What’s more rare is an advance explanation detailing how a politician will accomplish what’s promised, because such details carry risks. If skilled politicians have shown us anything, it’s that they’re firm and decisive when other options are limited. Taking a hard stand before it’s necessary leaves little wiggle room.
Sarah Sanders, the governor of this fine state, promised in the LEARNS Act passed early in her term that she was going to improve literacy. She called it the most critical part of her education reform.
Flash forward to early March 2024. The Arkansas Department of Education axed six staff members of the Northwest Arkansas Education Service Cooperative. The cooperative provides professional development opportunities for its 17 member districts with the goal of expanding knowledge, skills and techniques to help improve student achievement, according to its website.

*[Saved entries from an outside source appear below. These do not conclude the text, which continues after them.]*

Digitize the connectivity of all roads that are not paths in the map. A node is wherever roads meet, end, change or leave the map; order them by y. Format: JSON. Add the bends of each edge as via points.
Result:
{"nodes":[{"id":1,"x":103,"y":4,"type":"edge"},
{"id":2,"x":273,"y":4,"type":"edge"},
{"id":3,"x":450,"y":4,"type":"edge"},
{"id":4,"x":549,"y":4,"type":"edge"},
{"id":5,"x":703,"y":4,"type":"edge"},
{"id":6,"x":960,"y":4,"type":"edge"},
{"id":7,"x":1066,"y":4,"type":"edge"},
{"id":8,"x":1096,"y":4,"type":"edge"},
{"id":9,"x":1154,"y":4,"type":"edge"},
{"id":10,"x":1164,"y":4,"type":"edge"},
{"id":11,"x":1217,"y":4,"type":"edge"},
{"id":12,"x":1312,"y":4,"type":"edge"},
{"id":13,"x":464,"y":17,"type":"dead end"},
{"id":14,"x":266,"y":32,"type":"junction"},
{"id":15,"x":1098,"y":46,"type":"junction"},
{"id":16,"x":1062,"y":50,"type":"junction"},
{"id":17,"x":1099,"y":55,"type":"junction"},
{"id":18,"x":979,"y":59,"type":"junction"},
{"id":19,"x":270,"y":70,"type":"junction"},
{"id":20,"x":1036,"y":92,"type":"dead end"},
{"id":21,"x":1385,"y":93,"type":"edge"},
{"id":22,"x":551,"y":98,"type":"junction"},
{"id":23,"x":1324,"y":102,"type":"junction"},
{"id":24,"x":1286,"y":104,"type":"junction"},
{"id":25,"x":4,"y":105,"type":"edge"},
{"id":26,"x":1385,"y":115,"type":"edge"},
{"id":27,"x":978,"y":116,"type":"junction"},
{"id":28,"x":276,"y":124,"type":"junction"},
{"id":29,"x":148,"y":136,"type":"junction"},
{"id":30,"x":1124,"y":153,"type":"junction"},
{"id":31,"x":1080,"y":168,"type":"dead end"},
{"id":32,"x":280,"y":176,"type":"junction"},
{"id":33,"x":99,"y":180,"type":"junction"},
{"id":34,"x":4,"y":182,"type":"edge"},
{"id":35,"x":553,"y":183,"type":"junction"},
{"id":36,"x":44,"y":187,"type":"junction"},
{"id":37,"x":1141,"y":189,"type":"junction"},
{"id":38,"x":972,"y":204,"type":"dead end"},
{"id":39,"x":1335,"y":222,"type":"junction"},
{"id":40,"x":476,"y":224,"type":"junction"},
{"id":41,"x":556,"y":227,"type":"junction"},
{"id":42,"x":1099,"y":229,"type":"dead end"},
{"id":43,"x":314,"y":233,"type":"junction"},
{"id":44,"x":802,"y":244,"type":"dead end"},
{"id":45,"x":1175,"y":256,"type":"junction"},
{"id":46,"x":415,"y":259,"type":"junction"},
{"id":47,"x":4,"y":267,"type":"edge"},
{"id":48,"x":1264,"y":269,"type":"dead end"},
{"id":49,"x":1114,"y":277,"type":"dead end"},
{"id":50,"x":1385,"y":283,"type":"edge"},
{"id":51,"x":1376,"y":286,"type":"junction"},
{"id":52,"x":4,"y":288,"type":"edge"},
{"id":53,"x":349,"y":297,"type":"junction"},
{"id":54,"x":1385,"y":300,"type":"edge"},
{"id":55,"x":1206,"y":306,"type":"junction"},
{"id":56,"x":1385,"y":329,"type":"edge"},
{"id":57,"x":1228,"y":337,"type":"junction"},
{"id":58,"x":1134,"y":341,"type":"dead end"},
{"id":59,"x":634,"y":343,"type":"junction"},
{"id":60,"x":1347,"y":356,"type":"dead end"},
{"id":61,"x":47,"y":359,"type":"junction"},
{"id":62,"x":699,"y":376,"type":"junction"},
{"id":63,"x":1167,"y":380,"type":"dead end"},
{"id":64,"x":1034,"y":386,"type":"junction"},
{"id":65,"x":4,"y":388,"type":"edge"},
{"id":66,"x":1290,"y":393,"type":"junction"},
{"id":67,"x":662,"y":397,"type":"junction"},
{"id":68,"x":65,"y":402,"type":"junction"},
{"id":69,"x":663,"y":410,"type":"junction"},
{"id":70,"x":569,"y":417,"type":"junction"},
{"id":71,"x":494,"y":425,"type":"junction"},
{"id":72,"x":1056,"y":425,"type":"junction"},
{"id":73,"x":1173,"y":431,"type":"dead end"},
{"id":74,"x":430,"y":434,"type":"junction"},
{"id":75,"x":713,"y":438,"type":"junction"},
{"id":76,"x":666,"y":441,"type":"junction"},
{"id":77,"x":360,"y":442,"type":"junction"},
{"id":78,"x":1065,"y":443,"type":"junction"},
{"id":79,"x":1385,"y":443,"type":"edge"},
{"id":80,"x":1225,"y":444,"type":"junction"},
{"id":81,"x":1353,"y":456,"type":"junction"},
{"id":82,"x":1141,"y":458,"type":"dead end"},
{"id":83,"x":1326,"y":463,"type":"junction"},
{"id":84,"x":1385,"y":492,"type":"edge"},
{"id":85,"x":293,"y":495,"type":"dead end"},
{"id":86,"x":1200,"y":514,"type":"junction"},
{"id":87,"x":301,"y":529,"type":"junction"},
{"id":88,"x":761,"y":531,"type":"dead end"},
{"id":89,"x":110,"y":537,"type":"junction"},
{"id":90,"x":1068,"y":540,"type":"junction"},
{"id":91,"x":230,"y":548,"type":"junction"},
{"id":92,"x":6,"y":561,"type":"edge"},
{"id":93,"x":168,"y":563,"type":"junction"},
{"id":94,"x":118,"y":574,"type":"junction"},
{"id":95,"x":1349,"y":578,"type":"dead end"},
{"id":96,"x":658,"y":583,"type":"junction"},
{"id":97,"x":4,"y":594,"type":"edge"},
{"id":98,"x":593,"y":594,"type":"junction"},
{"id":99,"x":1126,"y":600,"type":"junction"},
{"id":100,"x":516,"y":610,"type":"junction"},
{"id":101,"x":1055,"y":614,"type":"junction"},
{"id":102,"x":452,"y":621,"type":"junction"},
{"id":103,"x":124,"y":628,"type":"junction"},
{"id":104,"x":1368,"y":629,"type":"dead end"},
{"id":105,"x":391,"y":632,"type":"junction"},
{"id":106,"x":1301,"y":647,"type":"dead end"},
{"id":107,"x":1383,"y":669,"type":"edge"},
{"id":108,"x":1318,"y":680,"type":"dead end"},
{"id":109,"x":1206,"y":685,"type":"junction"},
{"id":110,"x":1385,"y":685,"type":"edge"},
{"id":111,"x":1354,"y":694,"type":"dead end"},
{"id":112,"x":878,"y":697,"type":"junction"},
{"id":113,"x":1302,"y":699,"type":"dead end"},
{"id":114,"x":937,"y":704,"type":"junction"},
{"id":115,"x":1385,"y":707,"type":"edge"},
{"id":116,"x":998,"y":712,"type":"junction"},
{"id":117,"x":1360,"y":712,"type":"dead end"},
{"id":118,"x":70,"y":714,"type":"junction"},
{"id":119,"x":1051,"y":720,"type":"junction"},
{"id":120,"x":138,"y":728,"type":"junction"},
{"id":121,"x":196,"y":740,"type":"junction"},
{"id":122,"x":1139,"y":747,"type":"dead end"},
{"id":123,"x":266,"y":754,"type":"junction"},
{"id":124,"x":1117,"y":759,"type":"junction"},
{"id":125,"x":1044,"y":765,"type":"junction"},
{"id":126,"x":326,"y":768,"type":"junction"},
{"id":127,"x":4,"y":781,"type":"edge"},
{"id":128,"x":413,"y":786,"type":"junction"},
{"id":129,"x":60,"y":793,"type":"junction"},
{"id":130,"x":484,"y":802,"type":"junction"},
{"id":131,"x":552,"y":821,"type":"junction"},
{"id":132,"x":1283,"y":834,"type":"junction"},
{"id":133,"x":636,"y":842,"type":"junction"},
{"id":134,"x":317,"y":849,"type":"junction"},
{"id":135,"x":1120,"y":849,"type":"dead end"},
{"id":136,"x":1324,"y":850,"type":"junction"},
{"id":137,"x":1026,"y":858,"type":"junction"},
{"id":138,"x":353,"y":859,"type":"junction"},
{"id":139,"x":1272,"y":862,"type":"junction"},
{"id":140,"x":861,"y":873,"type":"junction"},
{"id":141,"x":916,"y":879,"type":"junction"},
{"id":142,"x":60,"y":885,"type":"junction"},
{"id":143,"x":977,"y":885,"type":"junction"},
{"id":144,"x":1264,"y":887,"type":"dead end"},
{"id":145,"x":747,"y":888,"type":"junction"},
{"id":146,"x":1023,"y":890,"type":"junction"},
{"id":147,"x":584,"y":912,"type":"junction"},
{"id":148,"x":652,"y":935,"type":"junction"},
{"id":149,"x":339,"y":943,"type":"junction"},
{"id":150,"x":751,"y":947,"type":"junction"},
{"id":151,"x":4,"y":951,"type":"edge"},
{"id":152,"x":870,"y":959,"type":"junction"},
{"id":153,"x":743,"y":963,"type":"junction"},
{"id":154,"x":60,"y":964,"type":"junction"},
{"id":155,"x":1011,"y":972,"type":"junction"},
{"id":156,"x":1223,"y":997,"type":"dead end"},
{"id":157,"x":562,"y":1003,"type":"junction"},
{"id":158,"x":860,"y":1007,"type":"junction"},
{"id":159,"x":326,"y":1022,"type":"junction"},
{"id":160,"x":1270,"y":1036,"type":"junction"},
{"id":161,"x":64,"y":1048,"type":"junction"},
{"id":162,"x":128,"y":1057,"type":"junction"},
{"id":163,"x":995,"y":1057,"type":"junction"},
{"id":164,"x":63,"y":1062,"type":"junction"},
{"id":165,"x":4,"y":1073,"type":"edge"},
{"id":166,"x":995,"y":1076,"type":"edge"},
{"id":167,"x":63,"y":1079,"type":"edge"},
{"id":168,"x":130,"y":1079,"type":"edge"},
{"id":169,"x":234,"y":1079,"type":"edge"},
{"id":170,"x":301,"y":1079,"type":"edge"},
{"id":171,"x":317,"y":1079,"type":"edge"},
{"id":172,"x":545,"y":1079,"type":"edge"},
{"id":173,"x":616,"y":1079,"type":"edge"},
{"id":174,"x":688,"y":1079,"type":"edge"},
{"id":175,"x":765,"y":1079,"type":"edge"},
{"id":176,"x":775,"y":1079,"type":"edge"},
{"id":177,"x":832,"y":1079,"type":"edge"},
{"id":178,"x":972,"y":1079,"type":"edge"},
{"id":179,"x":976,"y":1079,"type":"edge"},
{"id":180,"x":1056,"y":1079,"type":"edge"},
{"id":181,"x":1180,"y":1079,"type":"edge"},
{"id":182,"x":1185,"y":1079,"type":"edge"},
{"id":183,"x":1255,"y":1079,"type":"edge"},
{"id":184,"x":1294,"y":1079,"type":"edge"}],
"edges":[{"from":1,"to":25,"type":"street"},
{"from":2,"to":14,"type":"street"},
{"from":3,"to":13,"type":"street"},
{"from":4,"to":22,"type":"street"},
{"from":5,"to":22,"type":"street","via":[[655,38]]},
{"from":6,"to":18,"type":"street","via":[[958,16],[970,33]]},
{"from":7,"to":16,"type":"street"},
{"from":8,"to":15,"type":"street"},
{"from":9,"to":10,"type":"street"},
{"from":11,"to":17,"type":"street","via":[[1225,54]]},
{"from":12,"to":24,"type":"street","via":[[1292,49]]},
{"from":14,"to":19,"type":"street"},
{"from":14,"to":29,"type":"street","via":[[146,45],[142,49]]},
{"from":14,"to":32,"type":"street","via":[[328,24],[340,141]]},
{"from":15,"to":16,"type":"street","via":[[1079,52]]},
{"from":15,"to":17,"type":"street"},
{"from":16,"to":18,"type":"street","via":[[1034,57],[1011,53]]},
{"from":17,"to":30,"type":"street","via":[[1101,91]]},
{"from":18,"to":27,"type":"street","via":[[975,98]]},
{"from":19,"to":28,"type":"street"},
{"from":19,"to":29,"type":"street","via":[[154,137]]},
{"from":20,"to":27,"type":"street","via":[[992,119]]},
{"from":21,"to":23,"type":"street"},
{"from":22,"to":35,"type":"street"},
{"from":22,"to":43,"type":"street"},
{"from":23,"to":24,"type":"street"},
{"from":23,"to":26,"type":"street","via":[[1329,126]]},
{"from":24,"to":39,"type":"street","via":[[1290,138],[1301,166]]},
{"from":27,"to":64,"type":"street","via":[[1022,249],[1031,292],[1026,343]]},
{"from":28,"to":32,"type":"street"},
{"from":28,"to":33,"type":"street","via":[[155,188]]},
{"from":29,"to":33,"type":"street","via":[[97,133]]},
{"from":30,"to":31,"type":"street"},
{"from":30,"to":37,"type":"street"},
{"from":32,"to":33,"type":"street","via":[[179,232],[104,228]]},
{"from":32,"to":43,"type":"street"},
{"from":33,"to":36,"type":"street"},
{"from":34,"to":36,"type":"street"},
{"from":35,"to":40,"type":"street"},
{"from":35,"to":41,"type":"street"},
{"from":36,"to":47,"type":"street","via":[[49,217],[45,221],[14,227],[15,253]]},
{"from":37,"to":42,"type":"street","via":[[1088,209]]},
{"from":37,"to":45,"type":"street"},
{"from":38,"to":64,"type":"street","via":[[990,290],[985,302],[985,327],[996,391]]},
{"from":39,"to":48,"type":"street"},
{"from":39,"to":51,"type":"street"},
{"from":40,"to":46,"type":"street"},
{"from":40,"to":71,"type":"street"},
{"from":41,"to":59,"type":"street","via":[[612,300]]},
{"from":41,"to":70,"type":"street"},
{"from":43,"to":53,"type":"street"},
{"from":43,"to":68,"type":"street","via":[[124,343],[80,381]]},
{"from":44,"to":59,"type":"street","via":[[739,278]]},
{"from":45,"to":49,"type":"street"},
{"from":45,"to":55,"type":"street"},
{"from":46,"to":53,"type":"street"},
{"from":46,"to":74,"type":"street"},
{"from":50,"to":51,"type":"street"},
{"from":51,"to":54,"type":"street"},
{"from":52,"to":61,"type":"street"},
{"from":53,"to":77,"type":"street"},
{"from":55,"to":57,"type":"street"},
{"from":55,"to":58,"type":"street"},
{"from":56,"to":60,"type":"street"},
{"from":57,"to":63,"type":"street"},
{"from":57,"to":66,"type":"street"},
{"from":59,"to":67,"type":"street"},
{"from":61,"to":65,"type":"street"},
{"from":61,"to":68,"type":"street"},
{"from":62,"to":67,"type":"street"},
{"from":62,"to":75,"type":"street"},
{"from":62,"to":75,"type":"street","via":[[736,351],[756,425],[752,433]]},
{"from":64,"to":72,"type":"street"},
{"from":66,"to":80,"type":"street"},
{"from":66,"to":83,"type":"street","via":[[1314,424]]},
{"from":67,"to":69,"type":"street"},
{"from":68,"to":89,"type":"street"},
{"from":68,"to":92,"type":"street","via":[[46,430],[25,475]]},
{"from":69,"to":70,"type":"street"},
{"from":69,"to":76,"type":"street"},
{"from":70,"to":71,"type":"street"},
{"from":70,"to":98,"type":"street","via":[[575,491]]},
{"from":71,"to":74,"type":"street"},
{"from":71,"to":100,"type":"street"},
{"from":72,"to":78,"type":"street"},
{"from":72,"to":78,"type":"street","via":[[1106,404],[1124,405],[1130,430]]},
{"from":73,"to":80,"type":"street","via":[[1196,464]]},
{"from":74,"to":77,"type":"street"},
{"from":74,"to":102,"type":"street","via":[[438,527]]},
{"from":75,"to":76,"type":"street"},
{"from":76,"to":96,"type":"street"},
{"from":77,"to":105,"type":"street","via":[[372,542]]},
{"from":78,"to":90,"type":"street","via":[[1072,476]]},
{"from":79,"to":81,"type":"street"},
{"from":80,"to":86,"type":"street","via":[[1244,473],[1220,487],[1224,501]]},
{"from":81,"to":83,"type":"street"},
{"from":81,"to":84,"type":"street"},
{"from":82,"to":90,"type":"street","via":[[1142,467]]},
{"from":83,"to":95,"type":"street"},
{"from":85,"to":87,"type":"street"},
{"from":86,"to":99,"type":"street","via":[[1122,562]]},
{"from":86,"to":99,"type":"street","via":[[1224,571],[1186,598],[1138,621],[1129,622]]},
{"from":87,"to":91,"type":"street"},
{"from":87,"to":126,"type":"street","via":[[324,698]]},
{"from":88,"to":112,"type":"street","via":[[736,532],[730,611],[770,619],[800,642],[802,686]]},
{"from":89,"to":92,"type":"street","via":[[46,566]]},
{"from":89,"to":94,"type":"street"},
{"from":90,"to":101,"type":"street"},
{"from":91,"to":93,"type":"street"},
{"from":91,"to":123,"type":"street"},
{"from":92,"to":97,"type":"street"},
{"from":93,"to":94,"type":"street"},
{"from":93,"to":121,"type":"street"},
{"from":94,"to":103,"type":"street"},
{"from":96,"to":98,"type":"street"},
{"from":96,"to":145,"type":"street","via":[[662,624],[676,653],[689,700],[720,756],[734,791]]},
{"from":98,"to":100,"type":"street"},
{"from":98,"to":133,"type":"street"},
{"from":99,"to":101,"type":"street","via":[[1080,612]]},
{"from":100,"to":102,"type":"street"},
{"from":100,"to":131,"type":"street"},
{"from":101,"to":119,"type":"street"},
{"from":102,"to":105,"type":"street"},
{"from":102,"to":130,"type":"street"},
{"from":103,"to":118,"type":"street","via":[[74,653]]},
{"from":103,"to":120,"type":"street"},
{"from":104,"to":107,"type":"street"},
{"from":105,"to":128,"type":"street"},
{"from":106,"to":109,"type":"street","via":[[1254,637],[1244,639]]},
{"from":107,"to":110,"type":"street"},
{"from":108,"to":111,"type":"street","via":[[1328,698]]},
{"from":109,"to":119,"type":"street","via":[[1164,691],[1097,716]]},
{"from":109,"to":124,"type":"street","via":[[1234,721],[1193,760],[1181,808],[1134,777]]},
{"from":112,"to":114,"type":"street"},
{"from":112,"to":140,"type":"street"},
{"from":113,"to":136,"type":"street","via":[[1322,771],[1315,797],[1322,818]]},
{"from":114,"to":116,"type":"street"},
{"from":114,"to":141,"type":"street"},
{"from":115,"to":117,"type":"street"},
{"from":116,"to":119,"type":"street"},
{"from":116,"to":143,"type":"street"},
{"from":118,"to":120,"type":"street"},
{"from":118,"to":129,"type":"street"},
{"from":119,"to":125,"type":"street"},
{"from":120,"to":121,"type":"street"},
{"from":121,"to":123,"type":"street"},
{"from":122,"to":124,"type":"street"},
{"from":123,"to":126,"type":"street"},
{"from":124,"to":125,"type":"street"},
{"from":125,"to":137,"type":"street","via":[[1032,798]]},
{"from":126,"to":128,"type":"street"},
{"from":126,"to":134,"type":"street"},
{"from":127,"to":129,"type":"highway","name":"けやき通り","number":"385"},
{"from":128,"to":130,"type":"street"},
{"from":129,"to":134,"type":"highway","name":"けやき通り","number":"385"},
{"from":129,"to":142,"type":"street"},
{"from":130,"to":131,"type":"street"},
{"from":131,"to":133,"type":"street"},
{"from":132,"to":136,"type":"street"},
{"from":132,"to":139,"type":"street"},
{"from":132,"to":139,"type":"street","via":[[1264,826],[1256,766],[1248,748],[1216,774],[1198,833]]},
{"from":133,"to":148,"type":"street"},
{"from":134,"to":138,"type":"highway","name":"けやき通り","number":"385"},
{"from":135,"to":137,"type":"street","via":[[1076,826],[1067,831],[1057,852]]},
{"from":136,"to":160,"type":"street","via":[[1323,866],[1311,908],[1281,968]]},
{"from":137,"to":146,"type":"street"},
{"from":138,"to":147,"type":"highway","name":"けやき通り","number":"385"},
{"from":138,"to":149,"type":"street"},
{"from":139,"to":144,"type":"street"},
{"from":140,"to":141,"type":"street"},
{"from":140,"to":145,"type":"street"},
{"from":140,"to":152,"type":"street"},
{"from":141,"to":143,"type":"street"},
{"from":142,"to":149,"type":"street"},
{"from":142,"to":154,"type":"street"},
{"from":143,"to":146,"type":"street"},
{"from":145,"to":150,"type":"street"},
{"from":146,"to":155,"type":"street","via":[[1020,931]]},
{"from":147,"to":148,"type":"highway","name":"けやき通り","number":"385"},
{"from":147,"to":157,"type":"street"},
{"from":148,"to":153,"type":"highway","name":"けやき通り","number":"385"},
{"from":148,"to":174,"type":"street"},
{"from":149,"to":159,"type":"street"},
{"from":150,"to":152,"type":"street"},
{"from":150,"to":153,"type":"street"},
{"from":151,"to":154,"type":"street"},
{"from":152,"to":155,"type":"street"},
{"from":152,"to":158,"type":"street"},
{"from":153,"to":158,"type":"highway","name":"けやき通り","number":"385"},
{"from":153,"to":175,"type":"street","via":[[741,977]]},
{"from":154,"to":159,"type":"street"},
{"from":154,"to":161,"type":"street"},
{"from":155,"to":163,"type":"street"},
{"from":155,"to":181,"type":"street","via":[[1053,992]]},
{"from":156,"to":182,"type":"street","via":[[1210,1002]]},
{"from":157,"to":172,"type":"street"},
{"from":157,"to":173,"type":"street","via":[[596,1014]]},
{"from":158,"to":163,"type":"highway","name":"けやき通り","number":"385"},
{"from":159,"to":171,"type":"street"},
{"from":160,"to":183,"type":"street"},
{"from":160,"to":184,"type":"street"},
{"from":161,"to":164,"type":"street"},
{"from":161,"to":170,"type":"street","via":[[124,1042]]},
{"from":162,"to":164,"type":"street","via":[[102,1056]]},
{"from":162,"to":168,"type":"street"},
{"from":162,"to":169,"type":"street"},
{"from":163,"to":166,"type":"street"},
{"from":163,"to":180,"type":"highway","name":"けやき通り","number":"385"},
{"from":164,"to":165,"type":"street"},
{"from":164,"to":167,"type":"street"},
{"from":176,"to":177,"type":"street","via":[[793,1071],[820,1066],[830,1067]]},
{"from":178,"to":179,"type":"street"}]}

Director Bryan Law was left to break the news to employees, some of whom had worked for close to 30 years and, Law said, “committed their life to improving instruction for students and teachers in Northwest Arkansas.”
According to Law, the state agency’s explanation was that the program wasn’t the most effective use of funds.
“That’s certainly not the way I feel,” Law said.
The cooperative will lose three of four instructional facilitators in literacy, one of its two math facilitators, one of two science facilitators and its gifted and talented coordinator.
Education Secretary Jacob Oliva told State Rep. Denise Garner of Fayetteville in a January meeting at the state Capitol that the administration would not continue to do “business as usual and fund positions because that is what we have always funded.” He said just giving money to the cooperatives around the state is watering down the state’s efforts.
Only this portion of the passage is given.